I'm not an expert, but it sounds like it might be a problem with the acoustic reflex or stapedius muscle. You should see an ENT who SPECIALIZES in the inner ear. Ask for a referral to (or find on your own, perhaps by calling your nearest medical school) a NEURO-OTOLOGIST (ENT specializing in inner ear), or possibly an oto-neurologist (neurologist specializing in ears--not many of these around). A couple of Web sites to try:
American Neurotology Society
Vestibular Disorders Association
Dr. Tim Hain's site doesn't have doctor lists but has great info on everything about ears and dizziness. See esp. http://www.dizziness-and-balance.com/testing/acoustic_reflexes.htm
Get your hearing tested, even if you don't think you have hearing loss. Good luck!

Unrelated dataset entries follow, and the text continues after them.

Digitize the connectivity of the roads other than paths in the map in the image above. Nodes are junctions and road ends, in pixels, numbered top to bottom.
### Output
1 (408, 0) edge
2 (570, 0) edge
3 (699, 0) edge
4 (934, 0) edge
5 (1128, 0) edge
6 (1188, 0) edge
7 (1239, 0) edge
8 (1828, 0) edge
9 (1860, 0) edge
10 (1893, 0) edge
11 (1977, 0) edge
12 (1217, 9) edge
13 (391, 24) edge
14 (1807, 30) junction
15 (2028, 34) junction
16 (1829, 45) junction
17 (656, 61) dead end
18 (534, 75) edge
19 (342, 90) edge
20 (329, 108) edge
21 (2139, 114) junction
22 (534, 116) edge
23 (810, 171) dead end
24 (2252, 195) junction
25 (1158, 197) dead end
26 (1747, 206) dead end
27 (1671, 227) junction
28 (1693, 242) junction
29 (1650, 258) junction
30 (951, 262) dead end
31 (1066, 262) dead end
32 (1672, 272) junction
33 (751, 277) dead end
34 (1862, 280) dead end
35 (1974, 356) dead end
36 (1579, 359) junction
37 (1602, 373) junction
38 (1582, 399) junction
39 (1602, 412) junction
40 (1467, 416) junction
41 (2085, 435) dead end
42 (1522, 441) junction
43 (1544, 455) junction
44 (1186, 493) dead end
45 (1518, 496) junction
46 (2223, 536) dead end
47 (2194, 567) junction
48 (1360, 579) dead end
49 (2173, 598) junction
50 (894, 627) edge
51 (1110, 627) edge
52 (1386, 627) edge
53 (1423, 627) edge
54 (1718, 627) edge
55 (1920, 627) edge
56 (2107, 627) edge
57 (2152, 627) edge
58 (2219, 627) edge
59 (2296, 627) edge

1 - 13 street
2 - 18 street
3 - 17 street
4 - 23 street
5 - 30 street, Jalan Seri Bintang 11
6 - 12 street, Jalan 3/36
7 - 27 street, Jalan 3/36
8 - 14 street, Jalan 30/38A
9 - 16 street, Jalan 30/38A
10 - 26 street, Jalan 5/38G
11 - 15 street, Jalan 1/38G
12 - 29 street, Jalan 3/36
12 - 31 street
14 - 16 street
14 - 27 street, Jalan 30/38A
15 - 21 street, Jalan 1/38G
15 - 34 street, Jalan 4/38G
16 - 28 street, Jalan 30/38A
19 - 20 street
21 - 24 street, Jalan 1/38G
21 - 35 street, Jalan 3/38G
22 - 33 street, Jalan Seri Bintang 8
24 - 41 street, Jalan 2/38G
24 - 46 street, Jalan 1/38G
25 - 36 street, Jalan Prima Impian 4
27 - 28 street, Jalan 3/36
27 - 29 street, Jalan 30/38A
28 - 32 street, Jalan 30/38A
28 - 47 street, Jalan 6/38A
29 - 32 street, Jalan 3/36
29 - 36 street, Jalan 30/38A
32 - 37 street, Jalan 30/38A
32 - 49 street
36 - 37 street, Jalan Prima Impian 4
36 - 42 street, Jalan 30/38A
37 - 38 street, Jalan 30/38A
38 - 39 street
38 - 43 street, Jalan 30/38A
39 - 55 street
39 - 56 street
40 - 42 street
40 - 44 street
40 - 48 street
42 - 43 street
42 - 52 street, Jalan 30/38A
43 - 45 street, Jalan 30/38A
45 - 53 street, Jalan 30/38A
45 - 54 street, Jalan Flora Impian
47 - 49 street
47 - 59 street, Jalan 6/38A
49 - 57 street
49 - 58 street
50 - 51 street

I came across your post trying to find a cure for myself. My right ear would make noises in rhythm with other external noises. Like in your instance, I'd be holding my phone to my left ear - and the right ear would be crackling synchronously with my friend's voice on the phone. Or if I'm typing, the ear would be producing noises imitating the rhythm of typing.
The noises that my right ear would react to are unpredictable. Sometimes the typing or the phone would cause no reaction. And sometimes they would. Sometimes the ear would just react to a certain person's speech while being unresponsive to another person.
The noise that the ear would produce would best be compared to a sail of a ship being moved around by the wind.
The doctors have not provided an explanation. They seem to either discard it, or say "you have hypersensitive ears", or prescribe zinc and lipoflavinoids, or anti-congestant. Nothing helps.
Also, for the last 15 years I've noticed that the hearing in the ear that makes the noise has been apparently less acute than the other ear, though both ears pass all hearing tests equally fine. But the quality of hearing is subjectively worse in that ear to me: everything seems to be more muffled.
Also, I have ringing in my ears that I take notice of only when I lay down in bed when going to sleep.
NancyT, thank you for your advice regarding specialists. If I go back to a doctor, I'll make sure I go to the right one.
Let's try to figure this out!
PashaZ, what tests have you had, and what kind of doctor(s) have you seen?
Hi NancyT! I had the audiology thing - audiogram it's called I believe?
I saw Dr. Paul Gidley, Associate Professor of Otology-Neurology in the Department of Head and Neck Surgery in the Department of Neurosurgery at the University of Texas M.D. Anderson Cancer Center. Dr. Gidley specializes in hearing loss, ear infections, and lateral skull base tumors. He has special interests in temporal bone cancers and acoustic neuromas. (Ask me why this one... I guess because MD Anderson is # something for ENT in the US News and World report...)
I also saw Dr. Melton Horwitz. His special interests are otologic surgery, rehabilitation of hearing loss with implants, endoscopic sinus surgery, and laser surgery.
Gidley said that audiogram is normal, Horwitz said by looking at the same audiogram that there's something off at one frequency in the left ear (which is not bothering me).
Well, you've seen the right kind of specialists (otologists or neuro-otologists)... but if they've only done an audiogram and no other testing, I'm kind of surprised.
There are other tests such as acoustic reflex testing (where you get special plugs in your ears and they make a very loud, sudden sound in one ear) and auditory brainstem response (where you get electrodes on your scalp and listen to long series of clicks), MRI or CT scans, and no doubt some others, but I can't say whether any of those would be helpful in your case. Perhaps not. I guess if the doctors felt they might learn something from any of these tests, they would have done them.
If you are not having dizziness, measurable hearing loss, or other unusual symptoms, I guess they are not too concerned about it. Hard to live with that kind of stuff when you know something is "off." I've had some really weird ear stuff (and a bunch of other weird symptoms) but despite a reasonable amount of testing they could not find the cause of my symptoms, so far at least. Surprisingly, it is not at all uncommon to have the strangest symptoms yet not have doctors, even specialists, be able to find the cause (or be really interested in finding it).
thanks for writing, nancyt!
I have the same problem.
I did an audiology test where they placed electric pads all over my forehead while I listened to a series of clicks for about an hours. They found an abnormality in my ear, so they scheduled an MRI.
After a month of getting my MRI, they told me everything turned out to be normal.
I'm wondering if it has to do with my neck at all. Sometimes when I move my neck I hear crackling as well.